Lines that include "names" make up the answer; copy all of them from the data below.

Supplied records:
-- -- --

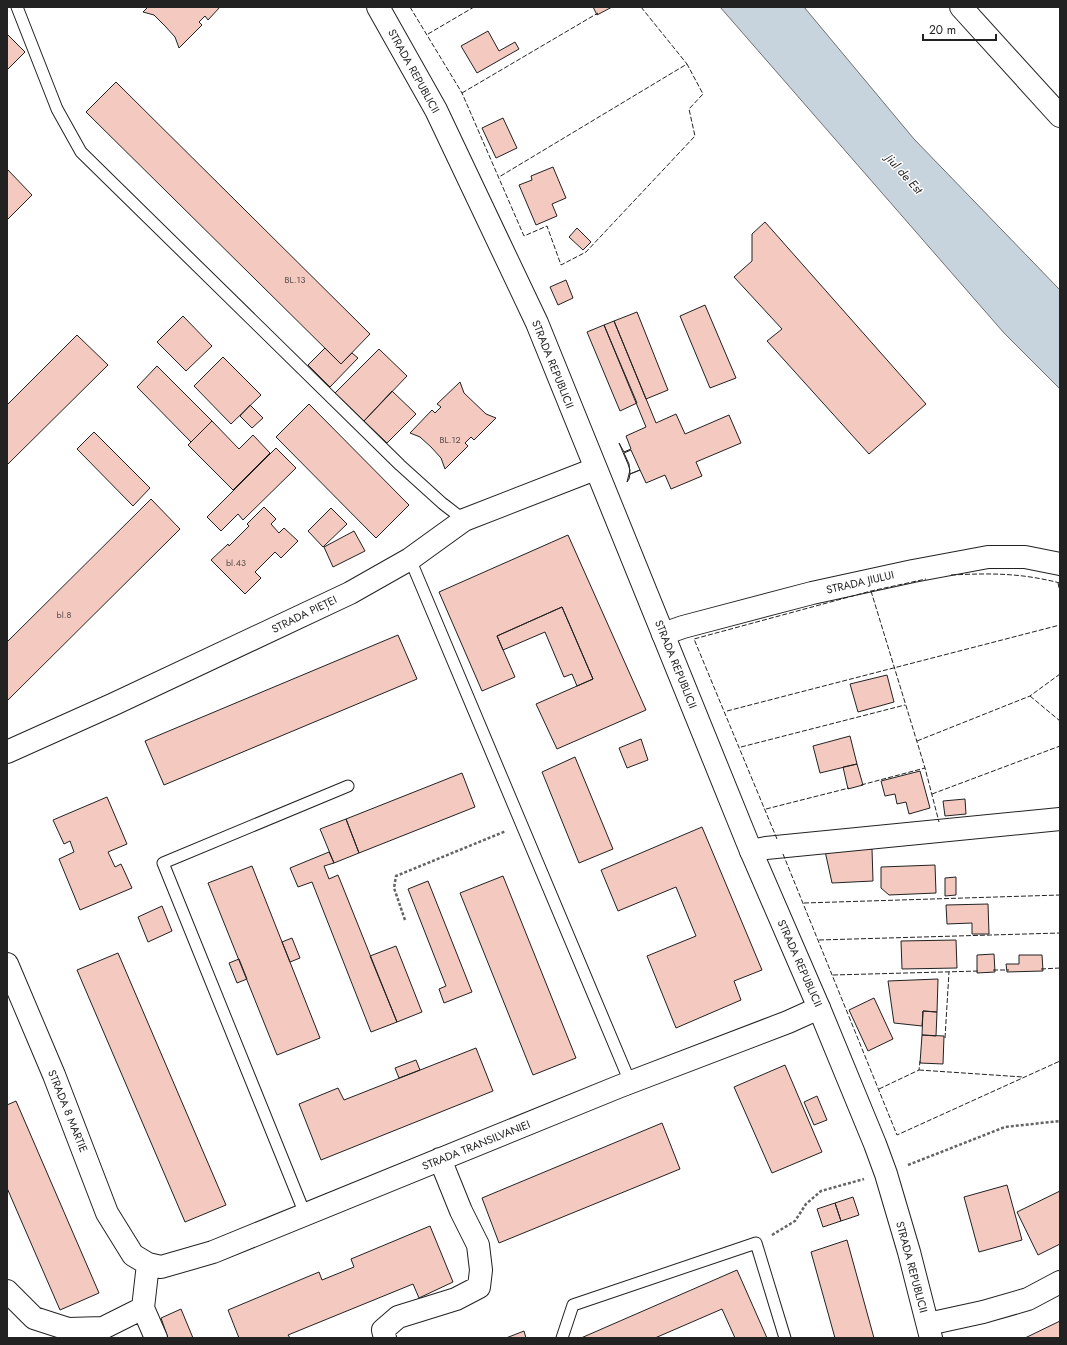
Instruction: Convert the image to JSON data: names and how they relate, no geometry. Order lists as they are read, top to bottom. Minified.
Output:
{"streets":{"street":["STRADA REPUBLICII","STRADA JIULUI","STRADA PIEȚEI","STRADA 8 MARTIE","STRADA TRANSILVANIEI"]},"crossings":[["STRADA REPUBLICII","STRADA JIULUI"],["STRADA REPUBLICII","STRADA PIEȚEI"],["STRADA REPUBLICII","STRADA TRANSILVANIEI"],["STRADA 8 MARTIE","STRADA TRANSILVANIEI"]],"water":["Jiul de Est"],"house_numbers":["BL.13","BL.12","bl.43","bl.8"],"scale_bar":"20 m"}
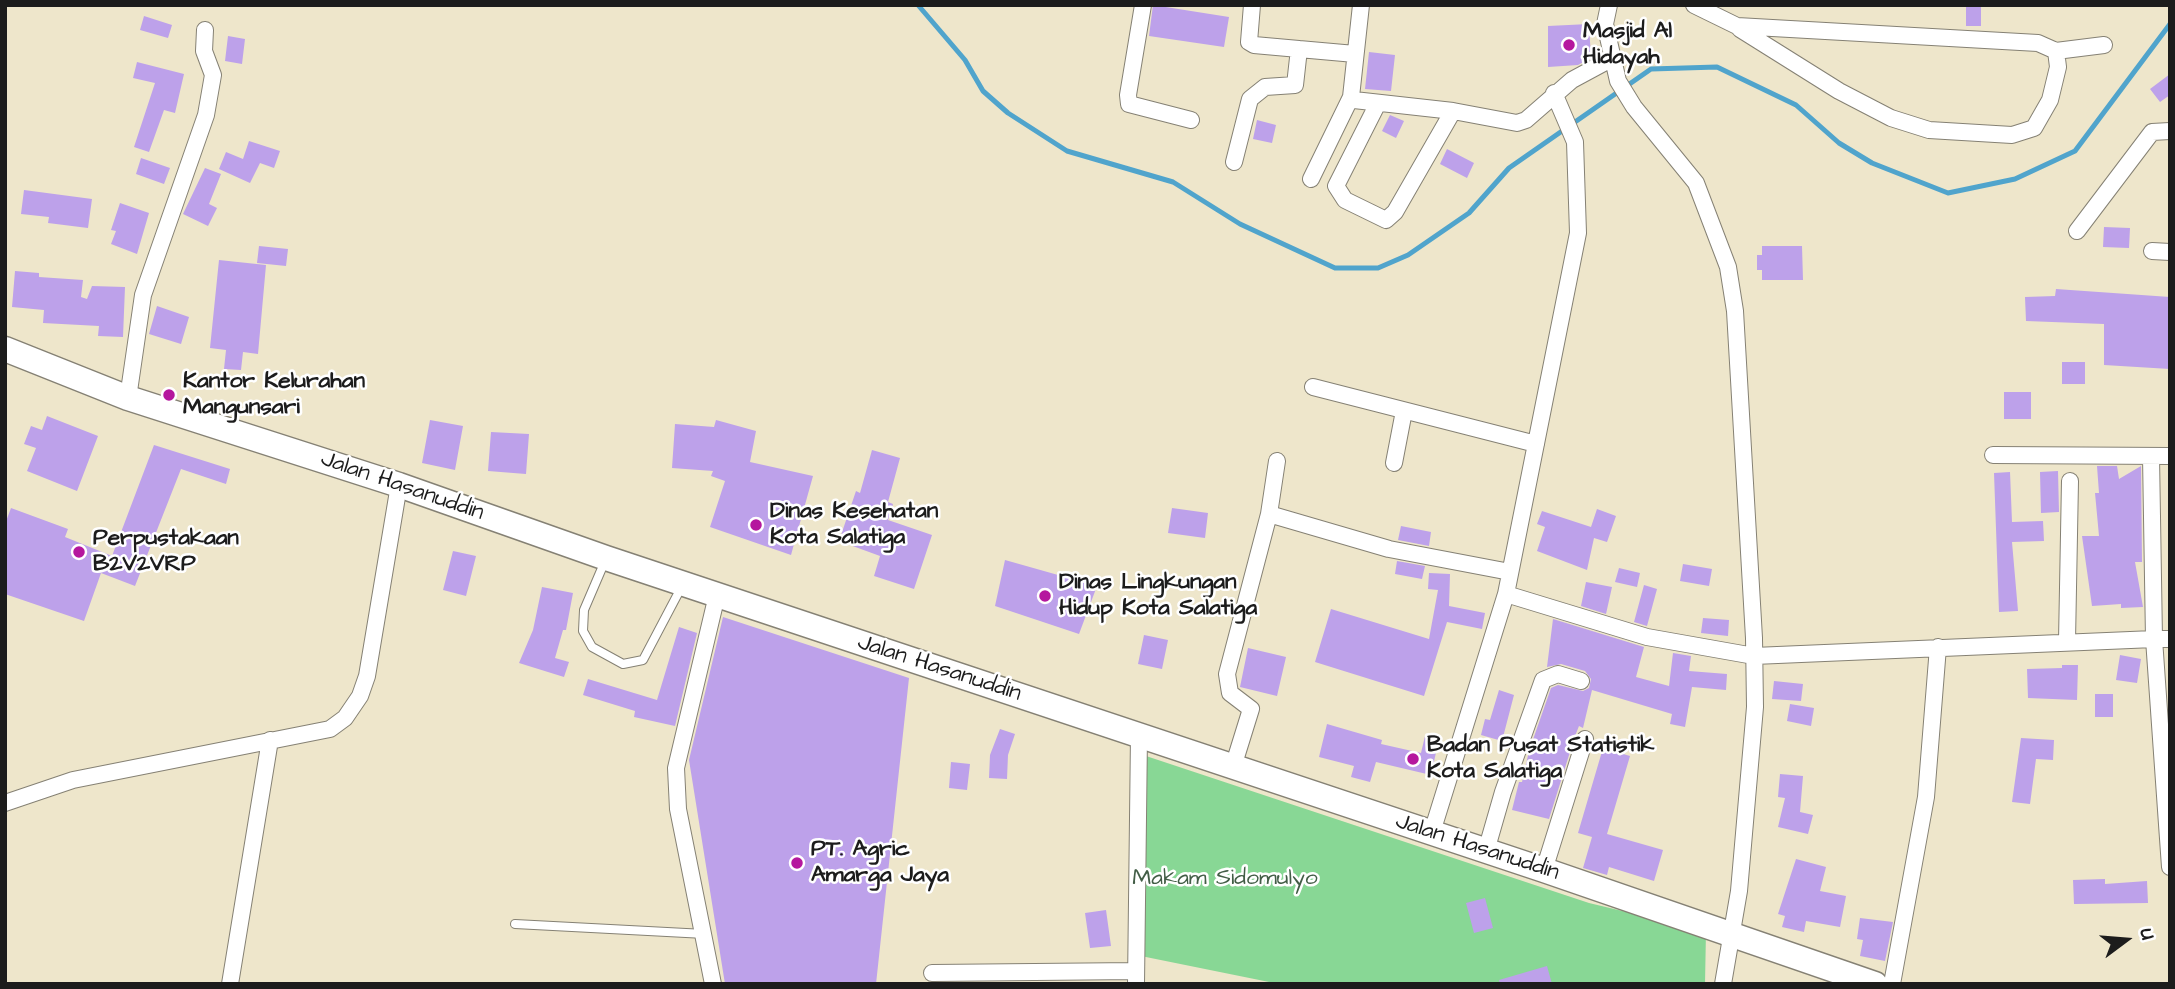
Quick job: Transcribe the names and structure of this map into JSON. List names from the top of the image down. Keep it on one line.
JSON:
{"streets":{"main road":["Jalan Hasanuddin"]},"parks":["Makam Sidomulyo"],"places":["Masjid Al Hidayah","Kantor Kelurahan Mangunsari","Dinas Kesehatan Kota Salatiga","Perpustakaan B2V2VRP","Dinas Lingkungan Hidup Kota Salatiga","Badan Pusat Statistik Kota Salatiga","PT. Agric Amarga Jaya"],"north":"right"}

-- -- --

Task output:
Instruction: Convert the image to JSON data: names and how they relate, no geometry. Order lists as they are read, top to bottom. Minified.
Quick job: Transcribe the names and structure of this map into JSON. List names from the top of the image down. Keep it on one line.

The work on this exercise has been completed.